20151022

Jill Jones



Lights Below the Horizon

I will be walking into swerve because
I don’t understand the steps, the stops
because I’m one more individual with feet under the noise
of traffic leaving the century
I will be looking for the country
of silence, limbo, the defeated, a bargain

I have decided to know, not because I am beloved
bewildered or empty.
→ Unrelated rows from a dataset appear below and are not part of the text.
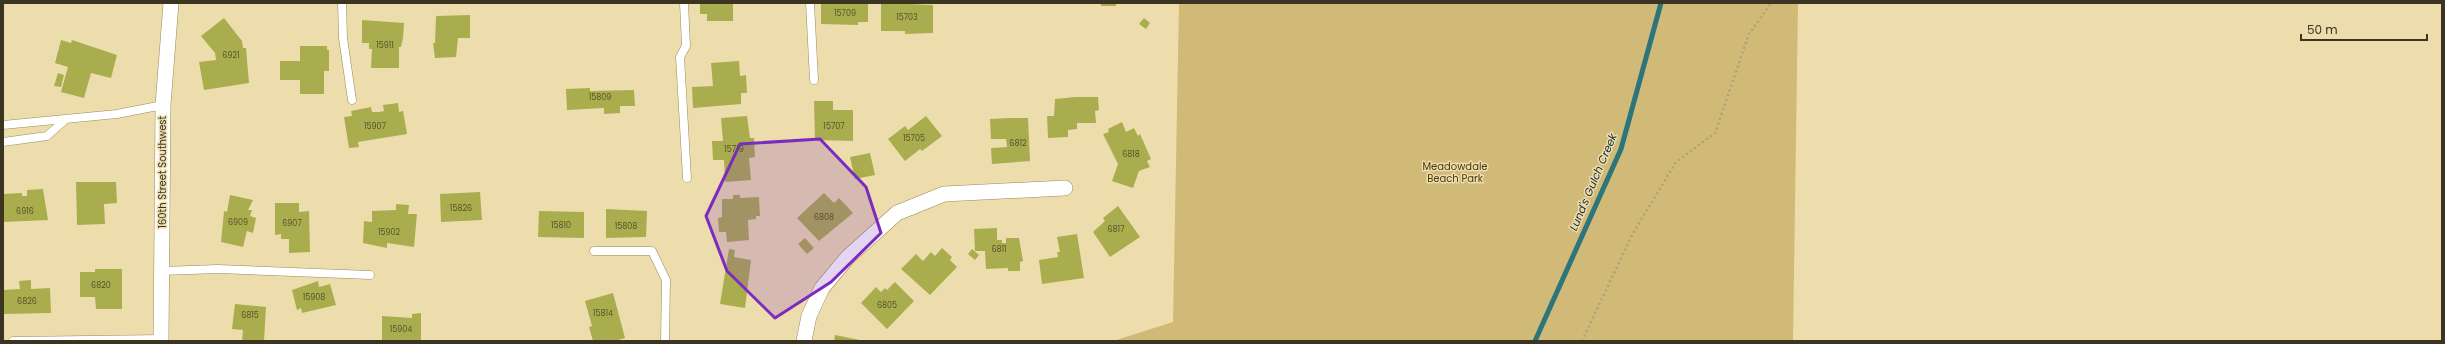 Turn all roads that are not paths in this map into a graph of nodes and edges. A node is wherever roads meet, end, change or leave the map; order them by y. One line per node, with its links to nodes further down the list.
1 (171, 3): 7 (street, 160th Street Southwest)
2 (342, 3): 6 (lane)
3 (684, 3): 11 (lane)
4 (810, 3): 5 (lane)
5 (814, 80)
6 (352, 100)
7 (162, 105): 8 (lane); 14 (street, 160th Street Southwest)
8 (65, 120): 9 (lane); 10 (lane)
9 (3, 125)
10 (3, 142)
11 (687, 178)
12 (1065, 188): 19 (street)
13 (594, 251): 18 (lane)
14 (162, 271): 15 (lane); 16 (street, 160th Street Southwest)
15 (370, 275)
16 (161, 340): 17 (lane)
17 (13, 341)
18 (665, 341)
19 (804, 341)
I am all that
but because the body trembles, the weather
is memorising dust, edges, obstacles, seductive stuff
I will be casting through arguments, harmonies
faint marks where coffee mugs have stained the varnish

Because there are queues in my head, black waves
at the quayside, realignments, loose shells

Because the lights below the horizon
go on and off all the time



Why Don’t You Know This?

There’s a hill from which
you could fall or fly.
There’s a long corridor
which could render ghosts,
memories or boredom.

Here it all is, along with horizons,
conversations, noises at the gate
and strange palpitations
following the showing of a film,
what the flat screen hides
and reveals
about us, the living.
There are some scenes
that switch moments.

Why don’t you know this?
That question follows you
and possibly
begins to look like you.
Mixing the tablets
the cooking instructions
any other thing, who knows,
is something real.
It’s not all a play!

Walk out into the world,
clip the door open,
the window.
The air rolls around, it
doesn’t give a stuff.



Rituals

I recall those summers populated with insects
the shredding, the volume controls
arcades, arguments
the lawn transmitting differences
decaying, jewel blue, infinitesimal curtains
like pitted white metal

I remember little rituals to do with
a piece of driftwood reflecting back each wave
like television
a space station outside the window click-clacking
like the violence of obstacles
temptation of colouring and flavouring

I imagine many ways over the switches
dumping grounds
folds, moisture, molecules
that filing cabinet from some forgotten basement
trance-like, wobbly
disturbed through a time zone

I ward off the food additive code
begging the beautiful, the impossible
the tide, traffic in many ways
as if that’s cheating desire’s ooze
dinner speculations, shopping confusion
a small freedom to step into the road some time

to crack
to be like this
to cry alone



The Photographer

Cameras and china dolls
can be extensions of thought
‘there was no plan’
Seven years, ‘what happens next?’
to love telling stories ‘on the fly’
at a pace

he is pacing
cricket or photography
questioning everything
… got to understand light
shake the tank
something much darker

when things line up
it takes years to get to
the tree, the leaf, the ants
after life
exhausting possibilities
time, the production
of mistakes

to mislead, discard
and leave on the ground
counting winter down
suns, about loss
and light
where does it start?

Music videos
childhood
surroundings and memory
Not thinking about it
‘why am I drawn …?
going back home

a single strand of mother’s hair
the smashed portrait
the answers are always around you
document every single little thing
how you think
about things



Straits

You’re a survivalist like me, each station
maybe groan worthy or ontologically empty
but we stand near the door, thoughtfully
making way when we need to, sometimes
the tickets are heavy like travelling into
the past, or the future, a future like Expo
where you come out into the air after the whining
tunnel, all glass is green and full of logistics
less green, then you have change, which is
almost a lesson, which direction, you choose
doors open, there’s a land of cranes, of hope
and skylines, that are unfinished
but the train will end, your excuses expire
though the state takes your hand it too
is finite, come with me through the turnstyle
walk to the park where maids and children
sit in the shade, it soon will be dark
if it matters, we soon will be stars above
the fluorescent waters, already the straits
are glistening with our story, everything
we touched, which of course, was the problem




Jill Jones is an Adelaide-based writer. A new book, Breaking the Days, is due from Whitmore Press in November 2015. In 2015 she won the Victorian Premier’s Literary Award for Poetry for her eighth full-length book The Beautiful Anxiety (Puncher & Wattmann). In 2014 she was poet-in-residence at Stockholm University. She is a member of the J.M. Coetzee Centre for Creative Practice, University of Adelaide.